Decca honore, pour son 80ème anniversaire, l’un de ses artistes maison, stakhanoviste de l’enregistrement tant comme pianiste que comme chef : Vladimir Ashkenazy
Dans le dernier numéro de Gramophone le pianiste est évoqué, par euphémisme, comme « peu soucieux de couleurs ». Qu’en termes élégants ces choses-là sont dites.. Virtuose certes, chez lui dans Rachmaninov ou Prokofiev, avare de poésie et de fantaisie dans le répertoire romantique (Beethoven, Brahms, Schumann, Chopin), je n’ai jamais accroché à Ashkenazy pianiste, surtout lorsqu’il est enregistré dans des acoustiques de salle de bain ou sur des pianos ferraillants qui durcissent un jeu qui n’est déjà pas très varié. J’ai toujours trouvé mieux, plus intéressant, plus idiomatique ailleurs.
Ashkenazy chef d’orchestre est souvent beaucoup plus pertinent que le pianiste. Decca serait bien inspiré (c’est peut-être prévu ?) de regrouper ses gravures comme chef, dans son répertoire natif (somptueux Rachmaninov avec le Concertgebouw) mais aussi dans des registres plus surprenants (Sibelius, Richard Strauss, Mahler…)
Il a soixante-dix ans aujourd’hui et on a l’impression d’avoir toujours vécu avec lui. Comme l’écrit Renaud Capuçon dans les notes de présentation de l’un des deux considérables coffrets qui lui sont consacrés.
Happy birthday Mister Perlman !
Comme son contemporain Daniel Barenboim, Itzhak Perlman a beaucoup, énormément enregistré pour tous les grands labels, surtout EMI (devenu Warner) et Deutsche Grammophon.

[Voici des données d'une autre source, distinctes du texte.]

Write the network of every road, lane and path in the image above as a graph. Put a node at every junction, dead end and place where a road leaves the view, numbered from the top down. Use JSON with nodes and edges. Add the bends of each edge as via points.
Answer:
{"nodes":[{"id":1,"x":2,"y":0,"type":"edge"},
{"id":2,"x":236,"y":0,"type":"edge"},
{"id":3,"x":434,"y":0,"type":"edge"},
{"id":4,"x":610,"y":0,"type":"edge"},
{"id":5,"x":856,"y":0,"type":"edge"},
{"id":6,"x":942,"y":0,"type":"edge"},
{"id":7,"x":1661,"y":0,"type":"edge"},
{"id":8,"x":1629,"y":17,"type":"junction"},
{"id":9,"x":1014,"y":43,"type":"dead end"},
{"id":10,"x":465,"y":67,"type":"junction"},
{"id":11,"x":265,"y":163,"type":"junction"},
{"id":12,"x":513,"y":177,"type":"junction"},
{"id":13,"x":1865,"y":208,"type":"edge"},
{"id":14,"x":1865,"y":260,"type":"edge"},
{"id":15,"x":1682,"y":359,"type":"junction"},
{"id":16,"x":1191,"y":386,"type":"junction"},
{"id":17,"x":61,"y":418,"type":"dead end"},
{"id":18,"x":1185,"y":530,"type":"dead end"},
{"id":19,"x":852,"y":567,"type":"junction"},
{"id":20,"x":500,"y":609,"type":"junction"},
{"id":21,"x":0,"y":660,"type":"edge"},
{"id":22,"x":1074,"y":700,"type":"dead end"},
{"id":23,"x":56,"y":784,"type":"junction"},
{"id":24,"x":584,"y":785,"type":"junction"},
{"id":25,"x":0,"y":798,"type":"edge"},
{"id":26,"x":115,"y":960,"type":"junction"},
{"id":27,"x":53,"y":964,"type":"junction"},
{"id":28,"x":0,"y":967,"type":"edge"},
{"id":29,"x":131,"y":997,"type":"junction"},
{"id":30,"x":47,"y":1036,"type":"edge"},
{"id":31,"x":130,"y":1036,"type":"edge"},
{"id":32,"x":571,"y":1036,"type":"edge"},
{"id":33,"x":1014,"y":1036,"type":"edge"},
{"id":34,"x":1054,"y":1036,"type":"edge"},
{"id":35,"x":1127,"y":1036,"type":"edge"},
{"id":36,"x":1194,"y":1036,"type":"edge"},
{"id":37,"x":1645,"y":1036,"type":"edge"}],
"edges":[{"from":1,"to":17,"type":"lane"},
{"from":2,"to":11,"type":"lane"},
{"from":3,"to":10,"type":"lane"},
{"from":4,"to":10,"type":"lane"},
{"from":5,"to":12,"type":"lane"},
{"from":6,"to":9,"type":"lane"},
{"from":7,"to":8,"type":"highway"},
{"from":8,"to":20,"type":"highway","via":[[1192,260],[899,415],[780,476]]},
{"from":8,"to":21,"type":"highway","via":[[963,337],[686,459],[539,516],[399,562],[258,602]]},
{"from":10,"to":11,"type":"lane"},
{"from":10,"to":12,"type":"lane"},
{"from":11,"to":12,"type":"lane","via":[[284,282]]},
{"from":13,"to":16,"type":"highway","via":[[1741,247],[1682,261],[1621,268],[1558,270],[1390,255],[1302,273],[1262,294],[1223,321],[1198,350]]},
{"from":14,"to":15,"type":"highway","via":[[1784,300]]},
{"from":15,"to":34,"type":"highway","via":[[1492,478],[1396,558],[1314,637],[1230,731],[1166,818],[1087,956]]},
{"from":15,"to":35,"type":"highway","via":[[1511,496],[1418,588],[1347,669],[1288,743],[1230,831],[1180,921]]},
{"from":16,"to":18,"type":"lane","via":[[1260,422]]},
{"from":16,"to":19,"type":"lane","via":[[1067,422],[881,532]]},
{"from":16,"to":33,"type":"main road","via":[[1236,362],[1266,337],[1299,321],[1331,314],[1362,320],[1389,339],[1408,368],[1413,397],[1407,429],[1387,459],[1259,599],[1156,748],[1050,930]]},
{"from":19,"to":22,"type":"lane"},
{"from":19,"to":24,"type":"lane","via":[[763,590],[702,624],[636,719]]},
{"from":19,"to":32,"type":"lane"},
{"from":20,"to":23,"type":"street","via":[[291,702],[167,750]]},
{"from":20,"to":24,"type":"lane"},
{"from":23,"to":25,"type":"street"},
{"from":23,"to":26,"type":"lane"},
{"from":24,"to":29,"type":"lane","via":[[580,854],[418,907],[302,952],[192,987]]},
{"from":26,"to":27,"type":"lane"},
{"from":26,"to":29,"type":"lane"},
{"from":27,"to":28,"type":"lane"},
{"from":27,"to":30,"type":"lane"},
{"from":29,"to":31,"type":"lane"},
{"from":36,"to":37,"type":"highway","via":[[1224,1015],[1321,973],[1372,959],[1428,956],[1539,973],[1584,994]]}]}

Je laisserai aux critiques patentés le soin de caractériser par les mots idoines l’art et le jeu de Perlman.
Mes oreilles se sont habituées depuis l’adolescence à un son pur et chaleureux, à un très beau violon toujours sensuel, jamais vulgaire. Et dans les partitions très techniques (Paganini, Wieniawski) une virtuosité qui ne vise pas l’épate.
Se livrer au jeu des comparaisons serait aussi ridicule que fastidieux.
Cela étant, on n’est pas obligé de souscrire à la totalité de ces propositions, tout n’est pas de la même eau, en partie à cause des accompagnateurs. Quand Giulini sert Beethoven et Brahms aux mêmes hauteurs que son soliste, cela donne des versions de référence. Quand Previn, Foster ou Barenboim sont à la manoeuvre, on n’est pas toujours dans l’élan, la souplesse et la légèreté, parfois même on entend la rapidité de la mise en boîte.
Dans le coffret DG, peu de doublons avec la somme EMI – sauf les concertos de Mozart – plutôt des compléments, Berg, Stravinsky, Lalo, et un couplage inattendu du concerto de Tchaikovski et du 1er concerto de Chostakovitch où Perlman dirige le jeune Ilia Gringolts. Mais surtout deux intégrales que j’ai toujours beaucoup aimées des Sonates pour violon et piano de Beethoven avec Vladimir Ashkenazy, naguère parues chez Decca, et des Sonates pour violon et piano de Mozart avec Barenboim.